What is a review petition?
- In India, a binding decision of the Supreme Court/High Court can be reviewed in a review petition. A review petition can be filed by the parties aggrieved by the decisions of the Supreme Court. The provision of review is an exception to the principle of stare decisis as courts generally do not unsettle a decision, without a strong case. [Stare decisis are a legal doctrine that obligates courts to follow historical cases when making a ruling on a similar case. A Stare decisis ensures that cases with similar scenarios and facts are approached in the same way.]
- As per Article 137 of the Constitution of India and the rules made under Article 145, the Supreme Court of India has the power to review its judgment pronounced by it. As per Supreme Court rules, 1966 such a petition is to be filed within 30 days of the pronouncement of judgment or order and that petition should be circulated without oral arguments to the same bench that delivered the judgment.
- Furthermore, if a review petition is dismissed by the Supreme Court, it may consider a curative petition filed by the petitioner so as to prevent abuse of process. In accordance with Order XVII, Rule 1(1) of Code of Civil Procedure, 1908, a civil review petition can be moved. While a criminal review petition can be filed only on the ground of error apparent on the face of the record.

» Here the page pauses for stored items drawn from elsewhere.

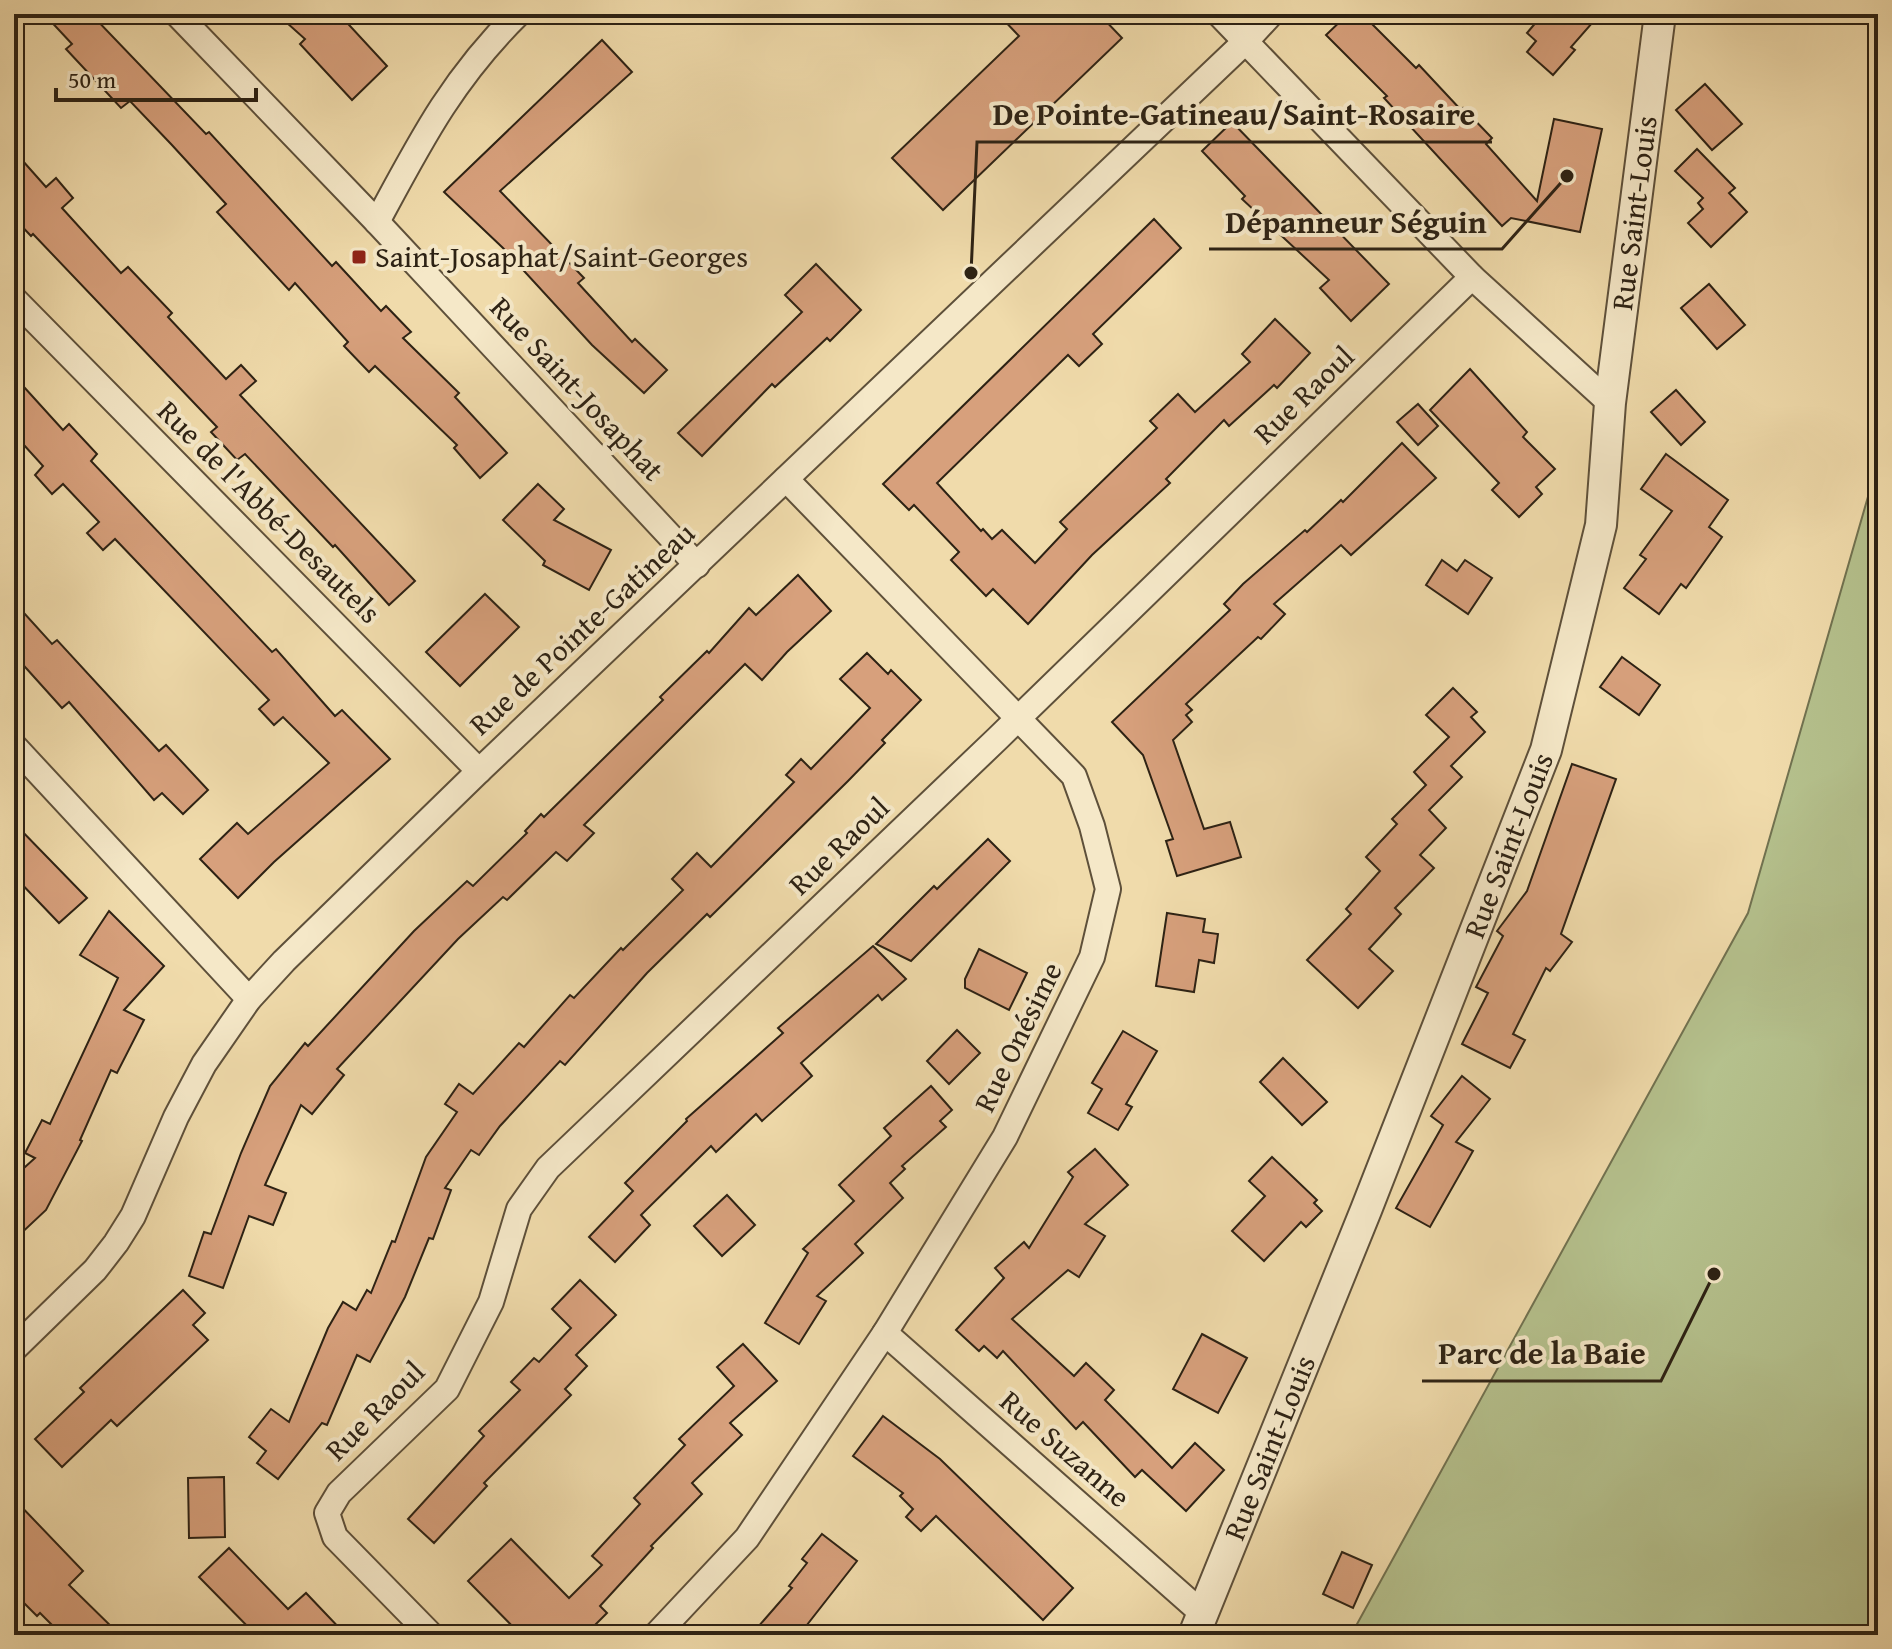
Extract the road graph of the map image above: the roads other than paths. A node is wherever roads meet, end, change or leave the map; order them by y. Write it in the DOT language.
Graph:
graph roads {
  1 [pos="177,14"];
  2 [pos="518,14"];
  3 [pos="1219,14"];
  4 [pos="1271,14"];
  5 [pos="1660,14"];
  6 [pos="1246,41"];
  7 [pos="377,222"];
  8 [pos="1472,277"];
  9 [pos="14,299"];
  10 [pos="1610,403"];
  11 [pos="786,479"];
  12 [pos="697,565"];
  13 [pos="1019,718"];
  14 [pos="14,746"];
  15 [pos="479,771"];
  16 [pos="249,999"];
  17 [pos="885,1333"];
  18 [pos="14,1349"];
  19 [pos="1198,1624"];
  20 [pos="431,1635"];
  21 [pos="656,1635"];
  1 -- 7 [label="street, Rue Saint-Josaphat"];
  2 -- 7 [label="street"];
  3 -- 6 [label="street"];
  4 -- 6 [label="street, Rue de Pointe-Gatineau"];
  5 -- 10 [label="street, Rue Saint-Louis"];
  6 -- 8 [label="street"];
  6 -- 11 [label="street, Rue de Pointe-Gatineau"];
  7 -- 12 [label="street, Rue Saint-Josaphat"];
  8 -- 10 [label="street"];
  8 -- 13 [label="street, Rue Raoul"];
  9 -- 15 [label="street, Rue de l'Abbé-Desautels"];
  10 -- 19 [label="street, Rue Saint-Louis"];
  11 -- 12 [label="street, Rue de Pointe-Gatineau"];
  11 -- 13 [label="street, Rue Onésime"];
  12 -- 15 [label="street, Rue de Pointe-Gatineau"];
  13 -- 17 [label="street, Rue Onésime"];
  13 -- 20 [label="street, Rue Raoul"];
  14 -- 16 [label="street"];
  15 -- 16 [label="street, Rue de Pointe-Gatineau"];
  16 -- 18 [label="street, Rue de Pointe-Gatineau"];
  17 -- 19 [label="street, Rue Suzanne"];
  17 -- 21 [label="street, Rue Onésime"];
}
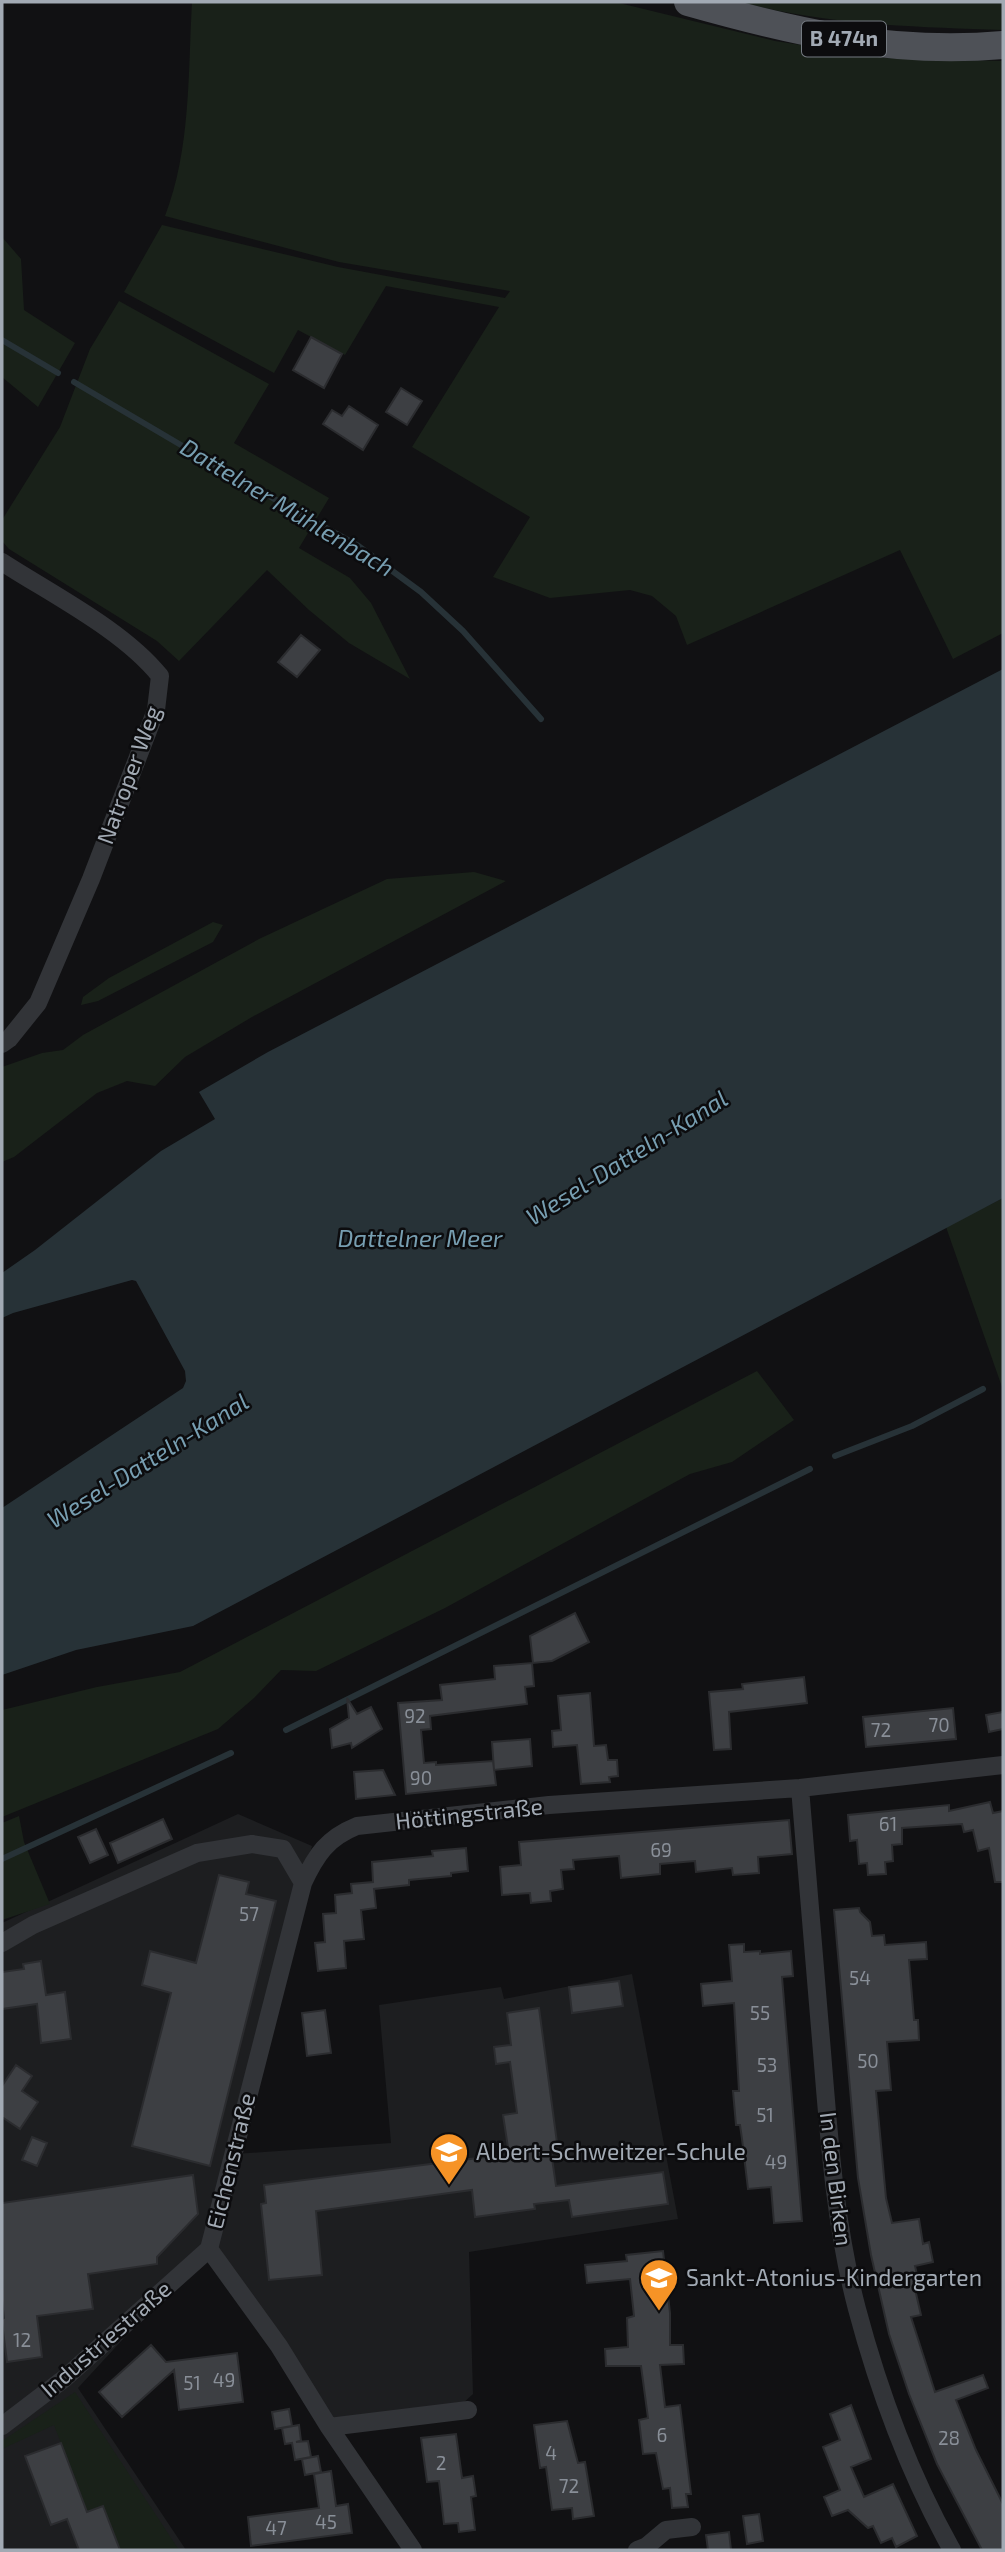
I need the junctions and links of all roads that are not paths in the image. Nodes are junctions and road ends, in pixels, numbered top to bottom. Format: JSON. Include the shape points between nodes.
{"nodes":[{"id":1,"x":688,"y":2,"type":"edge"},
{"id":2,"x":1003,"y":45,"type":"edge"},
{"id":3,"x":2,"y":562,"type":"edge"},
{"id":4,"x":2,"y":1044,"type":"edge"},
{"id":5,"x":1003,"y":1765,"type":"edge"},
{"id":6,"x":800,"y":1788,"type":"junction"},
{"id":7,"x":303,"y":1883,"type":"junction"},
{"id":8,"x":2,"y":1942,"type":"edge"},
{"id":9,"x":209,"y":2249,"type":"junction"},
{"id":10,"x":468,"y":2410,"type":"dead end"},
{"id":11,"x":2,"y":2426,"type":"edge"},
{"id":12,"x":329,"y":2427,"type":"junction"},
{"id":13,"x":692,"y":2527,"type":"dead end"},
{"id":14,"x":413,"y":2550,"type":"edge"},
{"id":15,"x":637,"y":2550,"type":"edge"},
{"id":16,"x":952,"y":2550,"type":"edge"}],
"edges":[{"from":1,"to":2,"type":"main road","number":"B 474n","via":[[771,26],[859,42],[922,47]]},
{"from":3,"to":4,"type":"street","name":"Natroper Weg","via":[[110,631],[145,657],[160,677],[156,710],[38,1003]]},
{"from":5,"to":6,"type":"street","name":"Höttingstraße"},
{"from":6,"to":7,"type":"street","name":"Höttingstraße","via":[[548,1805],[357,1826],[338,1834],[315,1857]]},
{"from":6,"to":16,"type":"street","name":"In den Birken","via":[[829,2139],[845,2250],[857,2309],[894,2424]]},
{"from":7,"to":8,"type":"street","via":[[283,1849],[252,1844],[197,1853]]},
{"from":7,"to":9,"type":"street","name":"Eichenstraße"},
{"from":9,"to":11,"type":"street","name":"Industriestraße","via":[[65,2378]]},
{"from":9,"to":12,"type":"street","name":"Eichenstraße","via":[[279,2346]]},
{"from":10,"to":12,"type":"street"},
{"from":12,"to":14,"type":"street","name":"Eichenstraße"},
{"from":13,"to":15,"type":"street","via":[[666,2530]]}]}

- The review will lie in the Supreme Court on the following grounds: Discovery of new important matters of evidence; Mistake or error on the face of the record; any other sufficient reason.
- A review of such a judgment is an exceptional phenomenon, permitted only where a grave and glaring error or other well-established ground is made out. The finality of the order of the highest court of the land should not be lightly unsettled.